'''

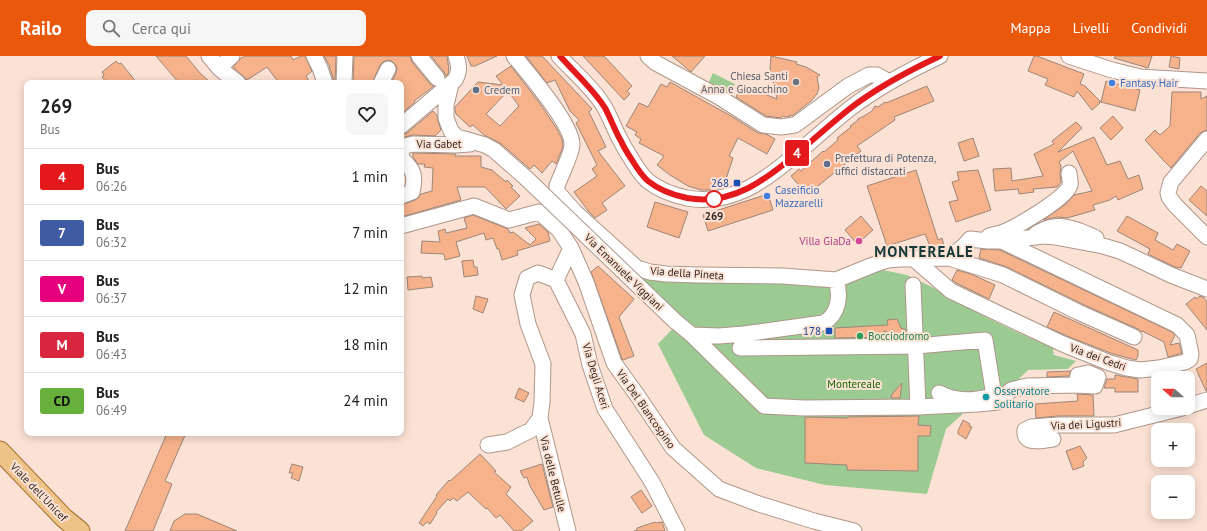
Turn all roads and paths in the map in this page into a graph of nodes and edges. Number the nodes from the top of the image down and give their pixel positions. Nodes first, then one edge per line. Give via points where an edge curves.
1 (209, 56) edge
2 (232, 56) edge
3 (314, 56) edge
4 (345, 56) edge
5 (419, 56) edge
6 (456, 56) edge
7 (514, 56) edge
8 (560, 56) edge
9 (648, 56) edge
10 (940, 56) edge
11 (1069, 56) edge
12 (219, 68) junction
13 (388, 69) dead end
14 (437, 78) dead end
15 (234, 80) edge
16 (323, 80) edge
17 (344, 80) edge
18 (382, 80) edge
19 (1207, 81) edge
20 (889, 82) junction
21 (451, 84) junction
22 (404, 122) edge
23 (1207, 139) edge
24 (478, 143) junction
25 (404, 146) edge
26 (404, 161) edge
27 (1069, 173) dead end
28 (404, 195) edge
29 (575, 212) junction
30 (404, 225) edge
31 (559, 230) junction
32 (1207, 237) edge
33 (1027, 238) junction
34 (970, 239) junction
35 (1002, 241) junction
36 (572, 248) junction
37 (1120, 251) junction
38 (949, 258) junction
39 (914, 259) junction
40 (556, 280) junction
41 (836, 280) junction
42 (913, 285) dead end
43 (1207, 289) edge
44 (692, 336) junction
45 (1134, 337) dead end
46 (916, 346) junction
47 (740, 348) dead end
48 (1076, 385) dead end
49 (939, 393) dead end
50 (1207, 400) edge
51 (1195, 404) edge
52 (918, 407) junction
53 (1154, 415) edge
54 (540, 418) junction
55 (1053, 439) dead end
56 (488, 445) dead end
57 (0, 451) edge
58 (0, 468) edge
59 (62, 531) edge
60 (80, 531) edge
61 (568, 531) edge
62 (677, 531) edge
63 (854, 531) edge

1 - 12 street
2 - 12 street
3 - 16 street
4 - 17 street
5 - 14 street
6 - 21 street via 459,70
7 - 29 street, Via della Pineta via 563,120 571,137 573,146 557,191
8 - 20 street via 600,100 621,141 647,181 663,191 694,199 712,200 754,186 783,166 849,109
9 - 20 street via 763,125 781,127 795,125 848,86 869,75 878,75
10 - 20 street
11 - 19 street via 1140,77
12 - 15 street
13 - 18 street
21 - 22 street
21 - 24 street, Via Emanuele Viggiani via 446,104 446,118 451,131 457,137
23 - 32 street via 1171,182 1168,193 1174,205
24 - 25 street, Via Gabet
24 - 44 street, Via Emanuele Viggiani, bridge via 494,150 526,178
26 - 28 street, Via Gabet via 410,166 415,183 412,192
27 - 34 street via 1070,185 1064,195 1036,214 1002,233
29 - 31 street
29 - 41 street, Via della Pineta via 637,268 650,272
30 - 31 street, Via Del Biancospino via 474,206 510,220 539,212
31 - 36 street, Via Del Biancospino
33 - 35 street
33 - 37 street via 1055,237
33 - 37 street via 1045,229 1059,226 1087,234
34 - 35 street
34 - 38 street
35 - 39 street, Via dei Cedri via 1177,326 1187,335 1190,359 1159,368 1140,370 1110,363 1038,333 951,291
36 - 40 street
36 - 63 street, Via Del Biancospino via 614,362 672,448 719,489 759,504
37 - 43 street via 1171,276
38 - 39 street
38 - 45 street via 1003,275
39 - 41 street via 888,260
40 - 54 street, Via delle Betulle via 538,273 532,275 527,278 522,295 528,324 543,364
40 - 62 street, Via Degli Aceri via 583,334 590,365 605,409 652,482
41 - 44 street via 838,302 832,317 824,323 744,334
42 - 46 street
44 - 52 street, Via Emanuele Viggiani via 764,406
46 - 47 street
46 - 49 street via 985,340 994,396 963,400
46 - 52 street
48 - 52 street, Via Emanuele Viggiani via 1027,386 1011,390 998,402
50 - 51 street
53 - 55 street, Via dei Ligustri via 1114,425 1058,425 1031,427 1025,430 1025,436 1031,441
54 - 56 street, Via delle Betulle via 531,430 507,442
54 - 61 street, Via delle Betulle
57 - 60 main road, Viale dell'Unicef via 64,518
58 - 59 main road, Viale dell'Unicef

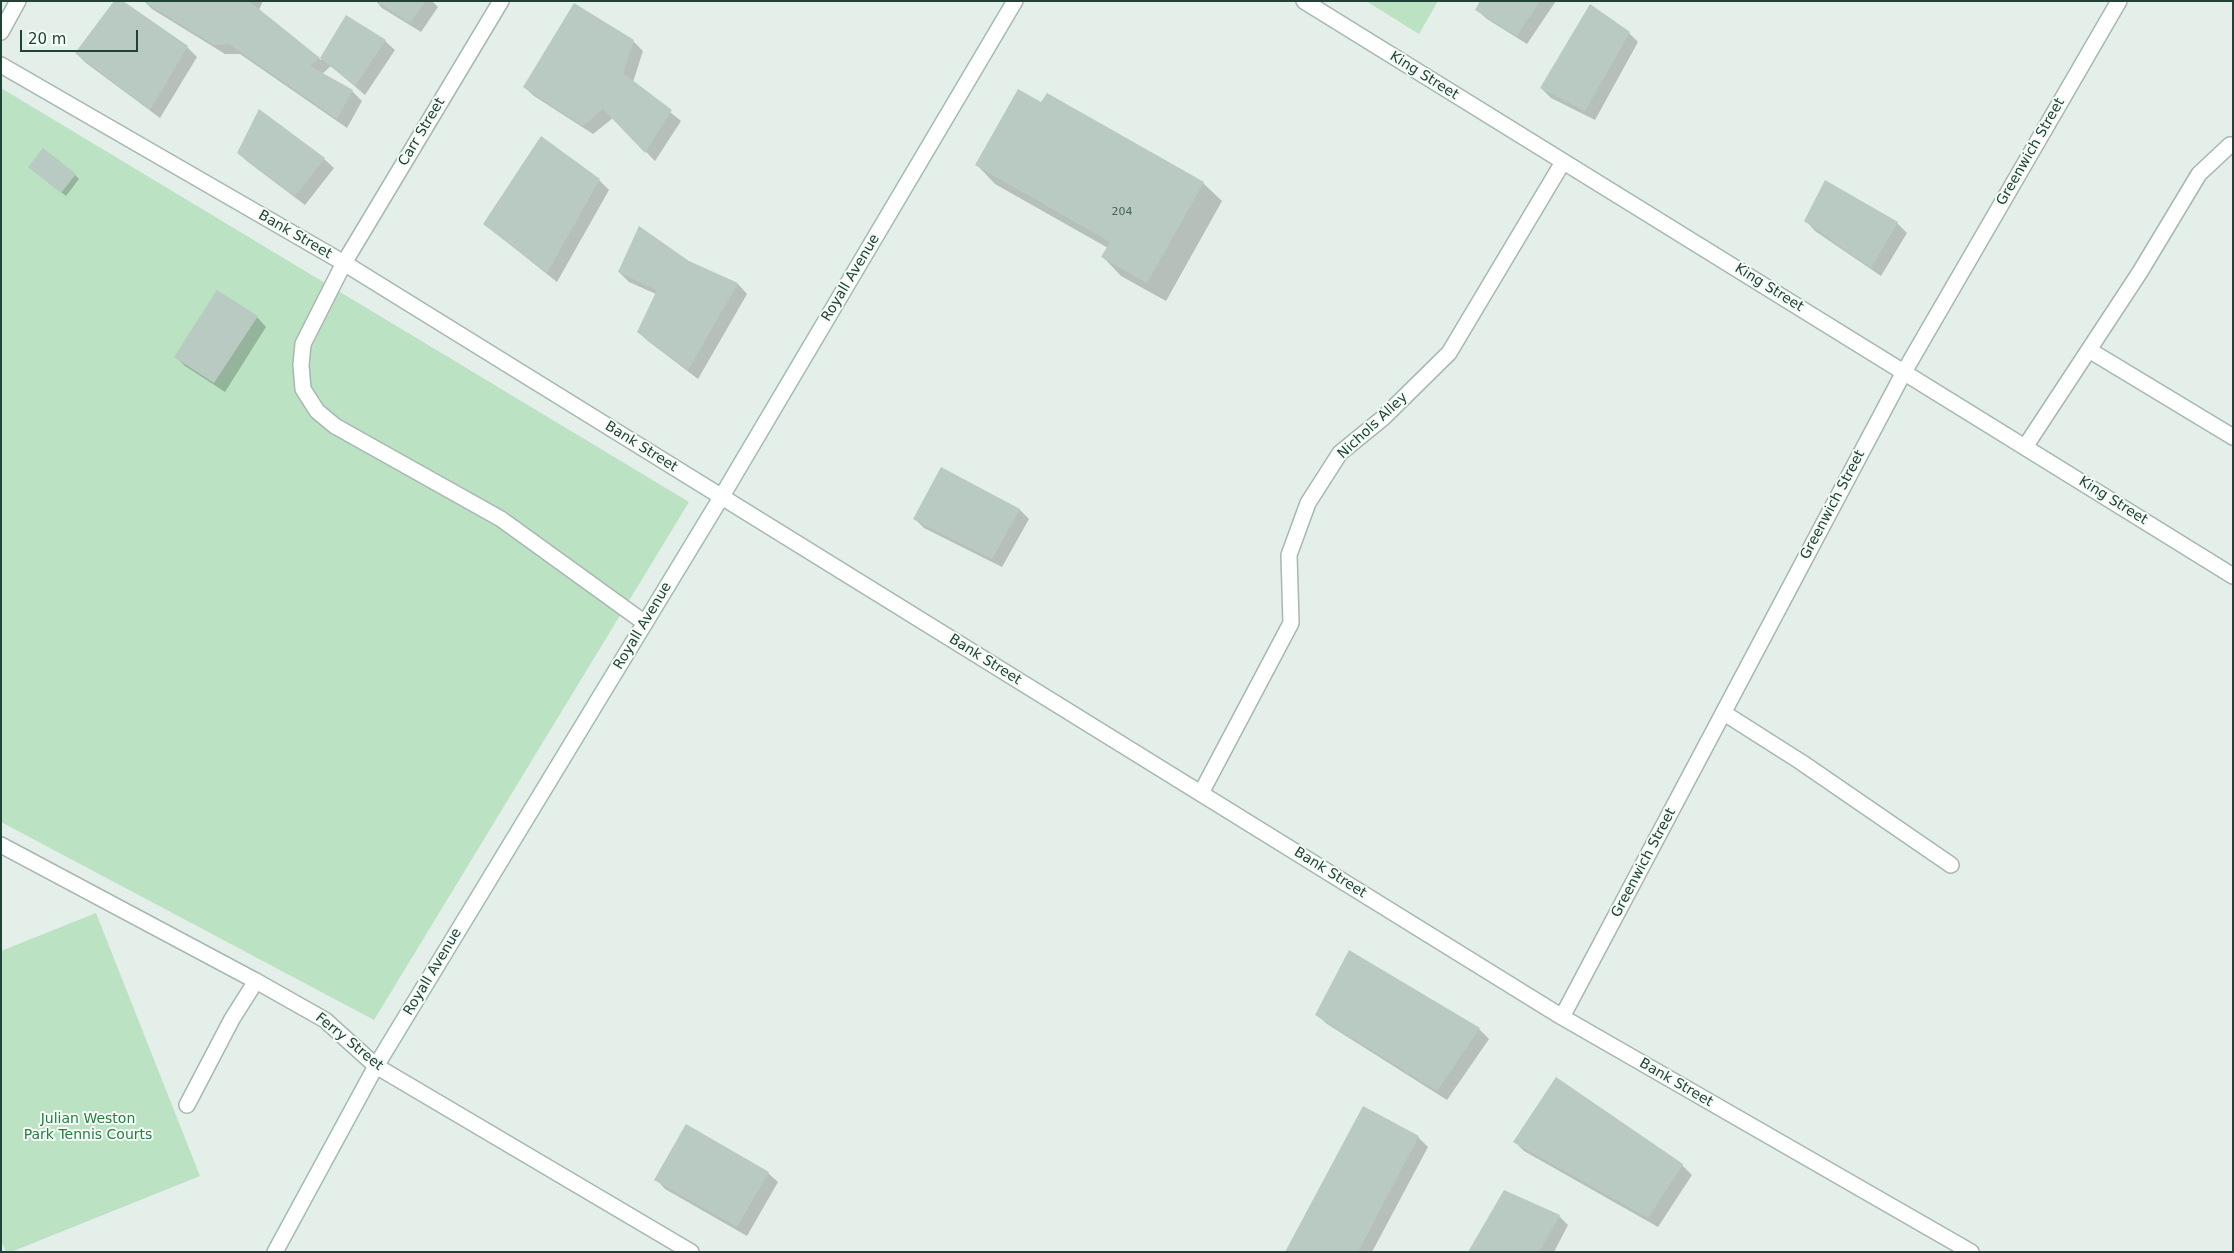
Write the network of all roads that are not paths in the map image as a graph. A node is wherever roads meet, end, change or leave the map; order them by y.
1 (18, 1) edge
2 (501, 1) edge
3 (1015, 1) edge
4 (1304, 1) edge
5 (2119, 1) edge
6 (1, 32) edge
7 (1, 65) edge
8 (2233, 145) edge
9 (1563, 162) junction
10 (344, 263) junction
11 (2089, 350) junction
12 (1904, 372) junction
13 (2233, 437) edge
14 (2025, 447) junction
15 (722, 496) junction
16 (2233, 576) edge
17 (645, 623) junction
18 (1724, 713) junction
19 (1201, 794) junction
20 (1, 845) edge
21 (1951, 865) dead end
22 (256, 981) junction
23 (1562, 1017) junction
24 (376, 1066) junction
25 (187, 1105) dead end
26 (275, 1252) edge
27 (690, 1252) edge
28 (1971, 1252) edge

1 - 6 street
2 - 10 street, Carr Street
3 - 15 street, Royall Avenue
4 - 9 street, King Street
5 - 12 street, Greenwich Street
7 - 10 street, Bank Street
8 - 11 street
9 - 12 street, King Street
9 - 19 street, Nichols Alley
10 - 15 street, Bank Street
10 - 17 street, Carr Street
11 - 13 street
11 - 14 street
12 - 14 street, King Street
12 - 18 street, Greenwich Street
14 - 16 street, King Street
15 - 17 street, Royall Avenue
15 - 19 street, Bank Street
17 - 24 street, Royall Avenue
18 - 21 street
18 - 23 street, Greenwich Street
19 - 23 street, Bank Street
20 - 22 street, Ferry Street
22 - 24 street, Ferry Street
22 - 25 street
23 - 28 street, Bank Street
24 - 26 street, Royall Avenue
24 - 27 street, Ferry Street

'''

### YOUR INSTRUCTIONS
From the listing above, print every entry precisely and drop the pictures.

### SOLUTION
Turn all roads and paths in the map in this page into a graph of nodes and edges. Number the nodes from the top of the image down and give their pixel positions. Nodes first, then one edge per line. Give via points where an edge curves.
1 (209, 56) edge
2 (232, 56) edge
3 (314, 56) edge
4 (345, 56) edge
5 (419, 56) edge
6 (456, 56) edge
7 (514, 56) edge
8 (560, 56) edge
9 (648, 56) edge
10 (940, 56) edge
11 (1069, 56) edge
12 (219, 68) junction
13 (388, 69) dead end
14 (437, 78) dead end
15 (234, 80) edge
16 (323, 80) edge
17 (344, 80) edge
18 (382, 80) edge
19 (1207, 81) edge
20 (889, 82) junction
21 (451, 84) junction
22 (404, 122) edge
23 (1207, 139) edge
24 (478, 143) junction
25 (404, 146) edge
26 (404, 161) edge
27 (1069, 173) dead end
28 (404, 195) edge
29 (575, 212) junction
30 (404, 225) edge
31 (559, 230) junction
32 (1207, 237) edge
33 (1027, 238) junction
34 (970, 239) junction
35 (1002, 241) junction
36 (572, 248) junction
37 (1120, 251) junction
38 (949, 258) junction
39 (914, 259) junction
40 (556, 280) junction
41 (836, 280) junction
42 (913, 285) dead end
43 (1207, 289) edge
44 (692, 336) junction
45 (1134, 337) dead end
46 (916, 346) junction
47 (740, 348) dead end
48 (1076, 385) dead end
49 (939, 393) dead end
50 (1207, 400) edge
51 (1195, 404) edge
52 (918, 407) junction
53 (1154, 415) edge
54 (540, 418) junction
55 (1053, 439) dead end
56 (488, 445) dead end
57 (0, 451) edge
58 (0, 468) edge
59 (62, 531) edge
60 (80, 531) edge
61 (568, 531) edge
62 (677, 531) edge
63 (854, 531) edge

1 - 12 street
2 - 12 street
3 - 16 street
4 - 17 street
5 - 14 street
6 - 21 street via 459,70
7 - 29 street, Via della Pineta via 563,120 571,137 573,146 557,191
8 - 20 street via 600,100 621,141 647,181 663,191 694,199 712,200 754,186 783,166 849,109
9 - 20 street via 763,125 781,127 795,125 848,86 869,75 878,75
10 - 20 street
11 - 19 street via 1140,77
12 - 15 street
13 - 18 street
21 - 22 street
21 - 24 street, Via Emanuele Viggiani via 446,104 446,118 451,131 457,137
23 - 32 street via 1171,182 1168,193 1174,205
24 - 25 street, Via Gabet
24 - 44 street, Via Emanuele Viggiani, bridge via 494,150 526,178
26 - 28 street, Via Gabet via 410,166 415,183 412,192
27 - 34 street via 1070,185 1064,195 1036,214 1002,233
29 - 31 street
29 - 41 street, Via della Pineta via 637,268 650,272
30 - 31 street, Via Del Biancospino via 474,206 510,220 539,212
31 - 36 street, Via Del Biancospino
33 - 35 street
33 - 37 street via 1055,237
33 - 37 street via 1045,229 1059,226 1087,234
34 - 35 street
34 - 38 street
35 - 39 street, Via dei Cedri via 1177,326 1187,335 1190,359 1159,368 1140,370 1110,363 1038,333 951,291
36 - 40 street
36 - 63 street, Via Del Biancospino via 614,362 672,448 719,489 759,504
37 - 43 street via 1171,276
38 - 39 street
38 - 45 street via 1003,275
39 - 41 street via 888,260
40 - 54 street, Via delle Betulle via 538,273 532,275 527,278 522,295 528,324 543,364
40 - 62 street, Via Degli Aceri via 583,334 590,365 605,409 652,482
41 - 44 street via 838,302 832,317 824,323 744,334
42 - 46 street
44 - 52 street, Via Emanuele Viggiani via 764,406
46 - 47 street
46 - 49 street via 985,340 994,396 963,400
46 - 52 street
48 - 52 street, Via Emanuele Viggiani via 1027,386 1011,390 998,402
50 - 51 street
53 - 55 street, Via dei Ligustri via 1114,425 1058,425 1031,427 1025,430 1025,436 1031,441
54 - 56 street, Via delle Betulle via 531,430 507,442
54 - 61 street, Via delle Betulle
57 - 60 main road, Viale dell'Unicef via 64,518
58 - 59 main road, Viale dell'Unicef

Write the network of all roads that are not paths in the map image as a graph. A node is wherever roads meet, end, change or leave the map; order them by y.
1 (18, 1) edge
2 (501, 1) edge
3 (1015, 1) edge
4 (1304, 1) edge
5 (2119, 1) edge
6 (1, 32) edge
7 (1, 65) edge
8 (2233, 145) edge
9 (1563, 162) junction
10 (344, 263) junction
11 (2089, 350) junction
12 (1904, 372) junction
13 (2233, 437) edge
14 (2025, 447) junction
15 (722, 496) junction
16 (2233, 576) edge
17 (645, 623) junction
18 (1724, 713) junction
19 (1201, 794) junction
20 (1, 845) edge
21 (1951, 865) dead end
22 (256, 981) junction
23 (1562, 1017) junction
24 (376, 1066) junction
25 (187, 1105) dead end
26 (275, 1252) edge
27 (690, 1252) edge
28 (1971, 1252) edge

1 - 6 street
2 - 10 street, Carr Street
3 - 15 street, Royall Avenue
4 - 9 street, King Street
5 - 12 street, Greenwich Street
7 - 10 street, Bank Street
8 - 11 street
9 - 12 street, King Street
9 - 19 street, Nichols Alley
10 - 15 street, Bank Street
10 - 17 street, Carr Street
11 - 13 street
11 - 14 street
12 - 14 street, King Street
12 - 18 street, Greenwich Street
14 - 16 street, King Street
15 - 17 street, Royall Avenue
15 - 19 street, Bank Street
17 - 24 street, Royall Avenue
18 - 21 street
18 - 23 street, Greenwich Street
19 - 23 street, Bank Street
20 - 22 street, Ferry Street
22 - 24 street, Ferry Street
22 - 25 street
23 - 28 street, Bank Street
24 - 26 street, Royall Avenue
24 - 27 street, Ferry Street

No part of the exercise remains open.